▶ [The task] Using the material below, return exactly the lines between the one holding "position:absolute; left:12px; bottom:10px;" and the one holding "display:block; font-size:15px; white-space:nowrap", inclusive, and no others.

=-=-=-=-=

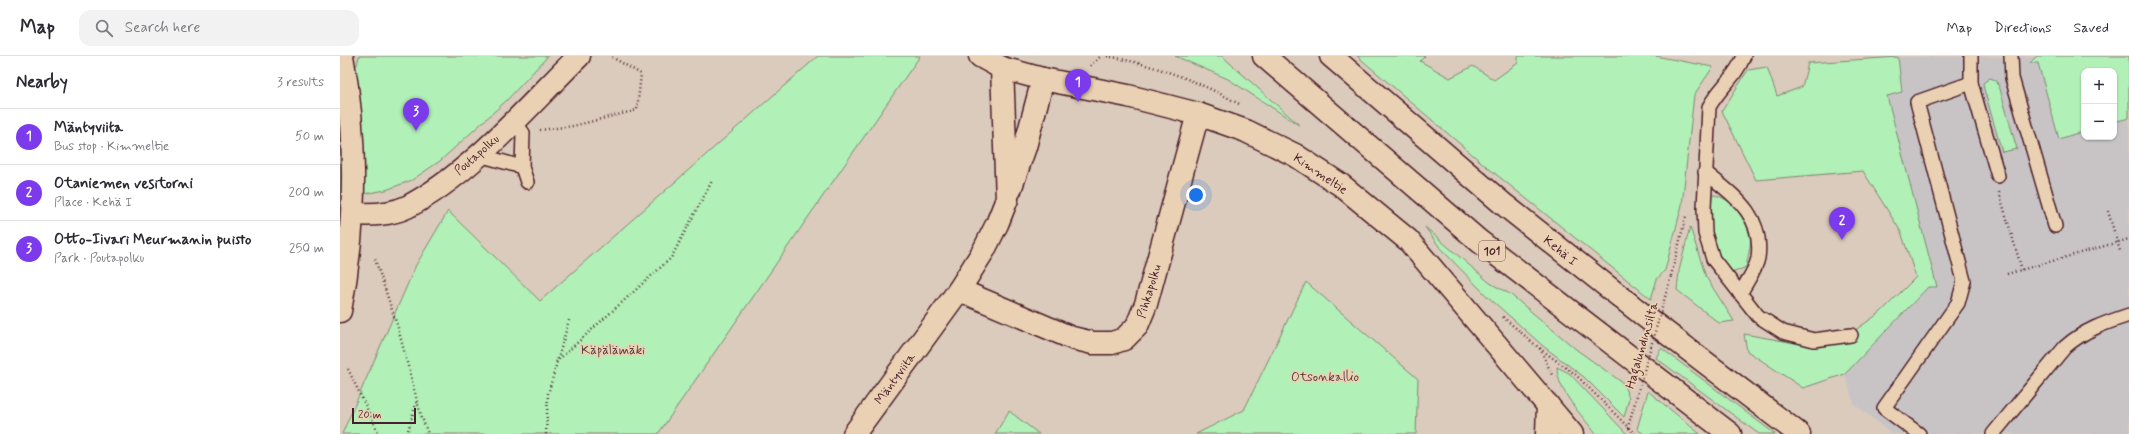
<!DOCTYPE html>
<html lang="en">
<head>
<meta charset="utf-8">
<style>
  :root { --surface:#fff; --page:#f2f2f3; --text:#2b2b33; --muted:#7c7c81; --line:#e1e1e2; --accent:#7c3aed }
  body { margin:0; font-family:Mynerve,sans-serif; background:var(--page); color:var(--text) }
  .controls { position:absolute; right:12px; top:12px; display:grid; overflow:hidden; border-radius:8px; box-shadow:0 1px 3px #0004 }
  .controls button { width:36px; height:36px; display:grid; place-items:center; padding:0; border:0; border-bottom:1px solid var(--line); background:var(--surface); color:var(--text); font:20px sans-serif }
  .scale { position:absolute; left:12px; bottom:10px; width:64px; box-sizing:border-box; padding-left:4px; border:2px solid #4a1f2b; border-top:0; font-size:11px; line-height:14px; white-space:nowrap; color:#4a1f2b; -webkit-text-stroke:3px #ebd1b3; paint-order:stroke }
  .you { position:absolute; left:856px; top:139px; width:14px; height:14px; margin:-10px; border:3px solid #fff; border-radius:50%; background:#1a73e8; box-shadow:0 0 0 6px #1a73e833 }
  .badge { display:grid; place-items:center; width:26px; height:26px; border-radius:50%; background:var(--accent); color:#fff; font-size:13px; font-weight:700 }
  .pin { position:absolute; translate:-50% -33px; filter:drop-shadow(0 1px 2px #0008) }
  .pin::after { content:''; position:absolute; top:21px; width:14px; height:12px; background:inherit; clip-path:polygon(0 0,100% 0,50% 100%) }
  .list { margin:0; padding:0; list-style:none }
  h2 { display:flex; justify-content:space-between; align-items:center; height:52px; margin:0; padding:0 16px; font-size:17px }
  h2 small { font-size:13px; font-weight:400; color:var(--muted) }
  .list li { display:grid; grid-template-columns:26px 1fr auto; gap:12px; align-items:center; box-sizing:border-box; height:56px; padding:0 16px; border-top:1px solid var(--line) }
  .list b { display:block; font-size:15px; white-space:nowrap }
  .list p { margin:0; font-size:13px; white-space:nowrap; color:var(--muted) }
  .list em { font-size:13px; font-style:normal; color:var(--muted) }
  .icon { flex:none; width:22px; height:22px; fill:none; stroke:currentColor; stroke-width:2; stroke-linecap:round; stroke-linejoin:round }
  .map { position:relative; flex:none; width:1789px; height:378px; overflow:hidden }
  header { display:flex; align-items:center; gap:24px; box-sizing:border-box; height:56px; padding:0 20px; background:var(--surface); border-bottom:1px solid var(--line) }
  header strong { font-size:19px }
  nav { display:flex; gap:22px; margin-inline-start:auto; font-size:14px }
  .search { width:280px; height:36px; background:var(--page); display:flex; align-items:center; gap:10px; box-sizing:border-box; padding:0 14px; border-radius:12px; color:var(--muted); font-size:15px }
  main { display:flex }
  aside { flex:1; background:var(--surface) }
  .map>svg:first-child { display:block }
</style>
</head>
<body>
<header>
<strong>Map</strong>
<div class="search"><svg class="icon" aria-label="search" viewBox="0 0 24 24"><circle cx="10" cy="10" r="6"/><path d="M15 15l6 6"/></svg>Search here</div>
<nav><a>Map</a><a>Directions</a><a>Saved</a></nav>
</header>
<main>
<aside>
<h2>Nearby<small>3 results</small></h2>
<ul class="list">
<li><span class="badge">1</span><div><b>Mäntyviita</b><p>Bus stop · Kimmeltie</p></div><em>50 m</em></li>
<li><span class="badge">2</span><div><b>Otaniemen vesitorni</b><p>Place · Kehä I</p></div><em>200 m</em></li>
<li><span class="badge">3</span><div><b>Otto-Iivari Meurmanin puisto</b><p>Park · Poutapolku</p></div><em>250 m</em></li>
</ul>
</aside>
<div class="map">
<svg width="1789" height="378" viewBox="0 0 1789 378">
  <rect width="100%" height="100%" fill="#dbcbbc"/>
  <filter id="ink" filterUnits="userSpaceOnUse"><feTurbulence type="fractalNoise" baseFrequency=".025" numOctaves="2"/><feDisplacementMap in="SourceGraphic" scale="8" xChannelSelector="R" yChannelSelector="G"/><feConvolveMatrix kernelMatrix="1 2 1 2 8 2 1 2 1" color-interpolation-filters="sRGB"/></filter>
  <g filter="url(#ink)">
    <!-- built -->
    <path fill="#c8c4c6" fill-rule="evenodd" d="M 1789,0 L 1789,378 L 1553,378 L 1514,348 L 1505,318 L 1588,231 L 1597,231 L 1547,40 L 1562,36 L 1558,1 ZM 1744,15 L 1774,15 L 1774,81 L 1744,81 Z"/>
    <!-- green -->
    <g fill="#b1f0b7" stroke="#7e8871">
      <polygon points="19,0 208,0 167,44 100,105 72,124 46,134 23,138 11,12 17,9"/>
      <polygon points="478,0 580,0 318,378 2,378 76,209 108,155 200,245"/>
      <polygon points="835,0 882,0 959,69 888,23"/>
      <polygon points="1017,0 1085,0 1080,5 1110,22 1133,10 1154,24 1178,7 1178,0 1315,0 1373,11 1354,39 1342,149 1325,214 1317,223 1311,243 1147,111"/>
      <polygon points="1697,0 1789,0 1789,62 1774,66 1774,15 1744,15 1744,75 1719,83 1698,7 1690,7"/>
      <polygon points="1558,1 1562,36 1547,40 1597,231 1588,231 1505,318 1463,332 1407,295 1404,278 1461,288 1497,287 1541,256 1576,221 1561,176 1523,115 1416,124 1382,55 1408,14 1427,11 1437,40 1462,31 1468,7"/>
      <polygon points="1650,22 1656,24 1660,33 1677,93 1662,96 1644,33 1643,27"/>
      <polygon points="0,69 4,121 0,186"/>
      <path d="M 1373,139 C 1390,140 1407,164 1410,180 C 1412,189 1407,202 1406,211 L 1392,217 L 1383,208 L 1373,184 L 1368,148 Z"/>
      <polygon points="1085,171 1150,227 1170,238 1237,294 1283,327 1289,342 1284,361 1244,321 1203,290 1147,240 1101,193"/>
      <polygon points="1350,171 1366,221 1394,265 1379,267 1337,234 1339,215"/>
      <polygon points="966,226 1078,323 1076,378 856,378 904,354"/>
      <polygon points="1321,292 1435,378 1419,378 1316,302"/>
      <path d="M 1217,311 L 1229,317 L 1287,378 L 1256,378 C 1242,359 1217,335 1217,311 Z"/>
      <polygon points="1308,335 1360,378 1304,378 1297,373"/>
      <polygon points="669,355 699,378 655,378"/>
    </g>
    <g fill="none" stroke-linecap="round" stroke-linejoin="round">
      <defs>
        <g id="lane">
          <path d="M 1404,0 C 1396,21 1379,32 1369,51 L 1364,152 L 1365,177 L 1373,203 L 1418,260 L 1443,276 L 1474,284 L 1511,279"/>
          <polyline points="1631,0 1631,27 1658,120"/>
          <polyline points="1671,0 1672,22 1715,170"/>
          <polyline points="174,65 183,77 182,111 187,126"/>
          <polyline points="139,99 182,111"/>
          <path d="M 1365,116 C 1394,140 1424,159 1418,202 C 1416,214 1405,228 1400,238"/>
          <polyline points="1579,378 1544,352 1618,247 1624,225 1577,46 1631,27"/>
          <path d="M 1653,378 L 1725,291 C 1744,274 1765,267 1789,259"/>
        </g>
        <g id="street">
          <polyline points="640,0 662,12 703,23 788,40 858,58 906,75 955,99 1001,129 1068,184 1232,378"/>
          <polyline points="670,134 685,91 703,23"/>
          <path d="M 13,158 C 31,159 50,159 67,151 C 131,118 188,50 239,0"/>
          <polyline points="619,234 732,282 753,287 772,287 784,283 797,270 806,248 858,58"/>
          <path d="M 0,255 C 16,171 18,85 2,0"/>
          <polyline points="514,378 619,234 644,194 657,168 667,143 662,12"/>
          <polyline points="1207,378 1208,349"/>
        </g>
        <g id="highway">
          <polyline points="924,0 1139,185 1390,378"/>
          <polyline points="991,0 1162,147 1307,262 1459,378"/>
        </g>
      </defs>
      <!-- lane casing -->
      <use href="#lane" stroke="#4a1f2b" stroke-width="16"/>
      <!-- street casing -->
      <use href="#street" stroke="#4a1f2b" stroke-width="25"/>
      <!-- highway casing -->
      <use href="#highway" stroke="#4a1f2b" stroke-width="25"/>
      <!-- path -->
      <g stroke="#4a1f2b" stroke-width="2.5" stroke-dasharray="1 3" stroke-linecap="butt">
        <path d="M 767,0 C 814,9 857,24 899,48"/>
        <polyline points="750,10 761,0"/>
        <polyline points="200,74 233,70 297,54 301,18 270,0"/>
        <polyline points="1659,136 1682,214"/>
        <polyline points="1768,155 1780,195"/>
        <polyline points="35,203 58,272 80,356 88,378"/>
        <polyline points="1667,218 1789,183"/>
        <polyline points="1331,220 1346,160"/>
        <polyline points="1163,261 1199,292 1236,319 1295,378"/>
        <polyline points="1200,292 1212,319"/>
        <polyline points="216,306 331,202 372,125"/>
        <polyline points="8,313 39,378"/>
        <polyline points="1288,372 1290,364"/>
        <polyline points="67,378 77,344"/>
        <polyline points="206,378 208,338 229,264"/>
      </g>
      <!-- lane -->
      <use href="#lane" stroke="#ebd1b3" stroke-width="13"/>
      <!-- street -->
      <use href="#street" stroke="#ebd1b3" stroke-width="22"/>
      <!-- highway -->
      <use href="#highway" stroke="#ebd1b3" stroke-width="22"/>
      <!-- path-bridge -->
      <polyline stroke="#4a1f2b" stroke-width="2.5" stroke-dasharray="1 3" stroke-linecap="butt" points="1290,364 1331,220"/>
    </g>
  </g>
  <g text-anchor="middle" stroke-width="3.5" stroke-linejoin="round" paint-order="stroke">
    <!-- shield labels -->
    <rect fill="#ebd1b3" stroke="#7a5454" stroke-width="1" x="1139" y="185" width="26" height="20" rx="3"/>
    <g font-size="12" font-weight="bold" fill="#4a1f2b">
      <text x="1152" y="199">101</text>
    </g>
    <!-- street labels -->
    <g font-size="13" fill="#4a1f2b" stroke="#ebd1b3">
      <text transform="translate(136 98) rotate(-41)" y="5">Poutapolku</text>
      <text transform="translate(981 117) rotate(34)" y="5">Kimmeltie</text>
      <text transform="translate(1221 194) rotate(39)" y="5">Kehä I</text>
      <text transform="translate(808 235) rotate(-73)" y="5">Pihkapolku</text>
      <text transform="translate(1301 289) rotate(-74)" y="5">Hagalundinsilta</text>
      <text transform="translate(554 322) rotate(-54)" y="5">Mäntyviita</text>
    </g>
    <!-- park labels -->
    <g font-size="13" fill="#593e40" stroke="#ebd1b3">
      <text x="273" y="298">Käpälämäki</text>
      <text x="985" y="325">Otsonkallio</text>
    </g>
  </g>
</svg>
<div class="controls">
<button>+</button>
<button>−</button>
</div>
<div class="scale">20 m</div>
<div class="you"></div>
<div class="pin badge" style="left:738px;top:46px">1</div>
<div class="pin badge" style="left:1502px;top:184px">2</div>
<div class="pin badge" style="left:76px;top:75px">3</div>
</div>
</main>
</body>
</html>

=-=-=-=-=

▶ [Reply to the exercise]
  .scale { position:absolute; left:12px; bottom:10px; width:64px; box-sizing:border-box; padding-left:4px; border:2px solid #4a1f2b; border-top:0; font-size:11px; line-height:14px; white-space:nowrap; color:#4a1f2b; -webkit-text-stroke:3px #ebd1b3; paint-order:stroke }
  .you { position:absolute; left:856px; top:139px; width:14px; height:14px; margin:-10px; border:3px solid #fff; border-radius:50%; background:#1a73e8; box-shadow:0 0 0 6px #1a73e833 }
  .badge { display:grid; place-items:center; width:26px; height:26px; border-radius:50%; background:var(--accent); color:#fff; font-size:13px; font-weight:700 }
  .pin { position:absolute; translate:-50% -33px; filter:drop-shadow(0 1px 2px #0008) }
  .pin::after { content:''; position:absolute; top:21px; width:14px; height:12px; background:inherit; clip-path:polygon(0 0,100% 0,50% 100%) }
  .list { margin:0; padding:0; list-style:none }
  h2 { display:flex; justify-content:space-between; align-items:center; height:52px; margin:0; padding:0 16px; font-size:17px }
  h2 small { font-size:13px; font-weight:400; color:var(--muted) }
  .list li { display:grid; grid-template-columns:26px 1fr auto; gap:12px; align-items:center; box-sizing:border-box; height:56px; padding:0 16px; border-top:1px solid var(--line) }
  .list b { display:block; font-size:15px; white-space:nowrap }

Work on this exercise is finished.